Stored items:
════════
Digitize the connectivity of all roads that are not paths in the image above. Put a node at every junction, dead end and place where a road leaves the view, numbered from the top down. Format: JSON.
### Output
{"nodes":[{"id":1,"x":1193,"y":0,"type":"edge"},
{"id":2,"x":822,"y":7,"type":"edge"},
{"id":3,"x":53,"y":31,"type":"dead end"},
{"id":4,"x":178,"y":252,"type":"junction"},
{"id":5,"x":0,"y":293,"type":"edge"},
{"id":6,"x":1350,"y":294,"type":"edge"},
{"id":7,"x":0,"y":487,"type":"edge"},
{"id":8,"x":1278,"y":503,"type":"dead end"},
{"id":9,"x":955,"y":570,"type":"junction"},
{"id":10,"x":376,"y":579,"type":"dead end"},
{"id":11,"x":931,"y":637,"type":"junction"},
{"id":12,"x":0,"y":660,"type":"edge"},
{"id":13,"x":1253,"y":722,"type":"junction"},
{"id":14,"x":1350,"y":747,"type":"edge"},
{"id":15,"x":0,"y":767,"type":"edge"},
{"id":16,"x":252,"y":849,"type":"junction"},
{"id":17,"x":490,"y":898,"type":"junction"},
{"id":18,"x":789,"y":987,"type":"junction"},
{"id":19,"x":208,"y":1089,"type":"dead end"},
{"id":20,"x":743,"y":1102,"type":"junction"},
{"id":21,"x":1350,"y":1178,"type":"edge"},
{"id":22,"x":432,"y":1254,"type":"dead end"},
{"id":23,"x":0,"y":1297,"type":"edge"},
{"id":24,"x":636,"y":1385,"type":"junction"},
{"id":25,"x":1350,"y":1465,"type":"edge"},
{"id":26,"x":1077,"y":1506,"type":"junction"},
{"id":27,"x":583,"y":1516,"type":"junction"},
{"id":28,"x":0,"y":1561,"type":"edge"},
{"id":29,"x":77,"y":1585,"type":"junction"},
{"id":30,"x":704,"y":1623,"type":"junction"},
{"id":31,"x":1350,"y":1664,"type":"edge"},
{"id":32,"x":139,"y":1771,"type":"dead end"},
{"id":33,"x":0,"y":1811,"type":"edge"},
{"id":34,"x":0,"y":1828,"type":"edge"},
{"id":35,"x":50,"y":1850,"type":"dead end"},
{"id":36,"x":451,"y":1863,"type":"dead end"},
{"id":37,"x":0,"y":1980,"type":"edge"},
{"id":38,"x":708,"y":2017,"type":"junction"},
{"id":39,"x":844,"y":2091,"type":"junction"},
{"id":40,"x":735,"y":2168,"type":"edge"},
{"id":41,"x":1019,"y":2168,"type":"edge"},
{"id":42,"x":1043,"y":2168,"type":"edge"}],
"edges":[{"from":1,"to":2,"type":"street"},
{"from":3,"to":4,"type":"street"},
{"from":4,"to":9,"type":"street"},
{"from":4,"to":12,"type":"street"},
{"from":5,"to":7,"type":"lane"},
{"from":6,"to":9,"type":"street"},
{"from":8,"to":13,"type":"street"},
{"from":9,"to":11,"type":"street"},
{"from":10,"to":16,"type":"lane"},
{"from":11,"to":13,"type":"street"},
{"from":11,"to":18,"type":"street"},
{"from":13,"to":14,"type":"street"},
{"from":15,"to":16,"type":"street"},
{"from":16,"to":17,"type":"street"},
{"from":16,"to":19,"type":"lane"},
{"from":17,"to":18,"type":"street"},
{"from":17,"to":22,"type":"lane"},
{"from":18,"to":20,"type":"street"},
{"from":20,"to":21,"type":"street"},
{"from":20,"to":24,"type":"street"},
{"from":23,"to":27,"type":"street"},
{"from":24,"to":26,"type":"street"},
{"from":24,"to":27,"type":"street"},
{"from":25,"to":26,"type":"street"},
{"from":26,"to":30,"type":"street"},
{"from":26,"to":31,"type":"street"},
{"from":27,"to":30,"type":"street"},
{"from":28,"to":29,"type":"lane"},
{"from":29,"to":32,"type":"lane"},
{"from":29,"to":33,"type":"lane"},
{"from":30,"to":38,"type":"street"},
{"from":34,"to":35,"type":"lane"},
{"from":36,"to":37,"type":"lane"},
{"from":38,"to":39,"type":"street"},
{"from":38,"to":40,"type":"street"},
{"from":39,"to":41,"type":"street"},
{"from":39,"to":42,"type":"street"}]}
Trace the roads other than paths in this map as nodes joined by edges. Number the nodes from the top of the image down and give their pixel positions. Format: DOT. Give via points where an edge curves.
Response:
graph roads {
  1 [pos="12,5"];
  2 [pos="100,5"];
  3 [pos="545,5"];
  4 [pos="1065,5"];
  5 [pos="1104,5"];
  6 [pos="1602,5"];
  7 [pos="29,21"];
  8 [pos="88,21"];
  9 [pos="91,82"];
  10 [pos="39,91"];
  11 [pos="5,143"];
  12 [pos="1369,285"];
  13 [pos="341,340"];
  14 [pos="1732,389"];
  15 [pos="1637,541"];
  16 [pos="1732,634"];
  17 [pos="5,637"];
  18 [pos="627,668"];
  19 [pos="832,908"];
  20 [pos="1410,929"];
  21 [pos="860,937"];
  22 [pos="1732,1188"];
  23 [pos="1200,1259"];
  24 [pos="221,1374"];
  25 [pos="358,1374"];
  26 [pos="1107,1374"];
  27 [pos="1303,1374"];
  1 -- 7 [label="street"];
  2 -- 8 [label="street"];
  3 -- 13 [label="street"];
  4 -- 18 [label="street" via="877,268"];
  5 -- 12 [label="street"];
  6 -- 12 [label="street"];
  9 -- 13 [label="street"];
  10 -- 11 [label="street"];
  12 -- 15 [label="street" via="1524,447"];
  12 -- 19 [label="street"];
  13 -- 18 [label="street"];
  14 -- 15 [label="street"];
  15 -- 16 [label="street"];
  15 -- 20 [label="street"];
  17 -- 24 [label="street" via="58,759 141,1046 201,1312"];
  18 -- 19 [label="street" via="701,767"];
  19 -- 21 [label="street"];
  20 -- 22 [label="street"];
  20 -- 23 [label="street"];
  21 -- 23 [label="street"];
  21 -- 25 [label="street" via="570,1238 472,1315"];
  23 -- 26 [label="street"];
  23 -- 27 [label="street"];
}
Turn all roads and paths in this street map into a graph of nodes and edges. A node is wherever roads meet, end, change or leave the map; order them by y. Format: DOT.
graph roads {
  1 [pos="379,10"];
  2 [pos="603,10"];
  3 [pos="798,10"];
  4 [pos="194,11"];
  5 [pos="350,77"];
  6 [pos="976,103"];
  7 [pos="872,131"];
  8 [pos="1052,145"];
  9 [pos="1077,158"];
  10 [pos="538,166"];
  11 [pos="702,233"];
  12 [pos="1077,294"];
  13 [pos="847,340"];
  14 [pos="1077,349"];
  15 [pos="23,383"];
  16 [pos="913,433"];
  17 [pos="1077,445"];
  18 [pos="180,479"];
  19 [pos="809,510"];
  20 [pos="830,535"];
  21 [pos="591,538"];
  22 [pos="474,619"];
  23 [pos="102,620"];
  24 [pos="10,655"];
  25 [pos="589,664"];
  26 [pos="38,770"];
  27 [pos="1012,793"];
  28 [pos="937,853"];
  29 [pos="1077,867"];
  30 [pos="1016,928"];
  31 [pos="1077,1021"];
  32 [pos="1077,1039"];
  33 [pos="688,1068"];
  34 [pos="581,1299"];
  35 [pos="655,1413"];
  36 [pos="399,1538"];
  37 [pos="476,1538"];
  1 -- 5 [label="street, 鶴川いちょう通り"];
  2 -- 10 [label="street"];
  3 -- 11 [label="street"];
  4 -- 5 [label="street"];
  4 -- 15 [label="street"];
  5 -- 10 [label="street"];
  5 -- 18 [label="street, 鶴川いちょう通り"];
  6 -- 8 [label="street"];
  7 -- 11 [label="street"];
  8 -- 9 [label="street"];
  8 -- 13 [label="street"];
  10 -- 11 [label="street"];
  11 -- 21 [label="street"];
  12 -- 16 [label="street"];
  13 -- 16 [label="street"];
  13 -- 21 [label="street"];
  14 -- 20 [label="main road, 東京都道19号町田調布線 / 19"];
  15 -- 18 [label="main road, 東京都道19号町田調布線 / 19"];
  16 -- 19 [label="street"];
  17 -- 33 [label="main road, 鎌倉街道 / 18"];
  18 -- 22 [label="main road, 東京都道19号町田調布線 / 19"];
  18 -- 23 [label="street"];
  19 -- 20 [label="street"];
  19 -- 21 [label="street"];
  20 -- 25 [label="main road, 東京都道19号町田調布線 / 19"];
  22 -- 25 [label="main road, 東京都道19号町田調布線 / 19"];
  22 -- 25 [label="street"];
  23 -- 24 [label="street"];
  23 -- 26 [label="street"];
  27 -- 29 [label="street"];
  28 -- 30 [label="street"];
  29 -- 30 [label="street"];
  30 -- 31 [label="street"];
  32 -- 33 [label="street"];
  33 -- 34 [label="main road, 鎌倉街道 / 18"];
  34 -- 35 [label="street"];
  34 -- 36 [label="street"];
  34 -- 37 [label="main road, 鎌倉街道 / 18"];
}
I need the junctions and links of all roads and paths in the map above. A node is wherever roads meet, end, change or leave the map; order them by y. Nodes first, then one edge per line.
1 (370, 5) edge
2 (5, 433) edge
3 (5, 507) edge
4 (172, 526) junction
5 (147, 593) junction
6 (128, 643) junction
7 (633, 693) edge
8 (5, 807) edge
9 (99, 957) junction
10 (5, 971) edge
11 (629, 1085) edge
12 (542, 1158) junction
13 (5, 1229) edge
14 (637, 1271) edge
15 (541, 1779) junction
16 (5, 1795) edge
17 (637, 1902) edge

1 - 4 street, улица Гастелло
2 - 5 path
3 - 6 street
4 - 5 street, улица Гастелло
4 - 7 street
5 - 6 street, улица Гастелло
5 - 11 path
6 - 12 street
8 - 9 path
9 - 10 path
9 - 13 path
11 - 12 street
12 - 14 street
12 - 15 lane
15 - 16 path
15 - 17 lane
════════
### PROBLEM TO WORK ON
Count how many lines of the data include the word "image". Your reply should be that number alone.

### YOUR RESPONSE
2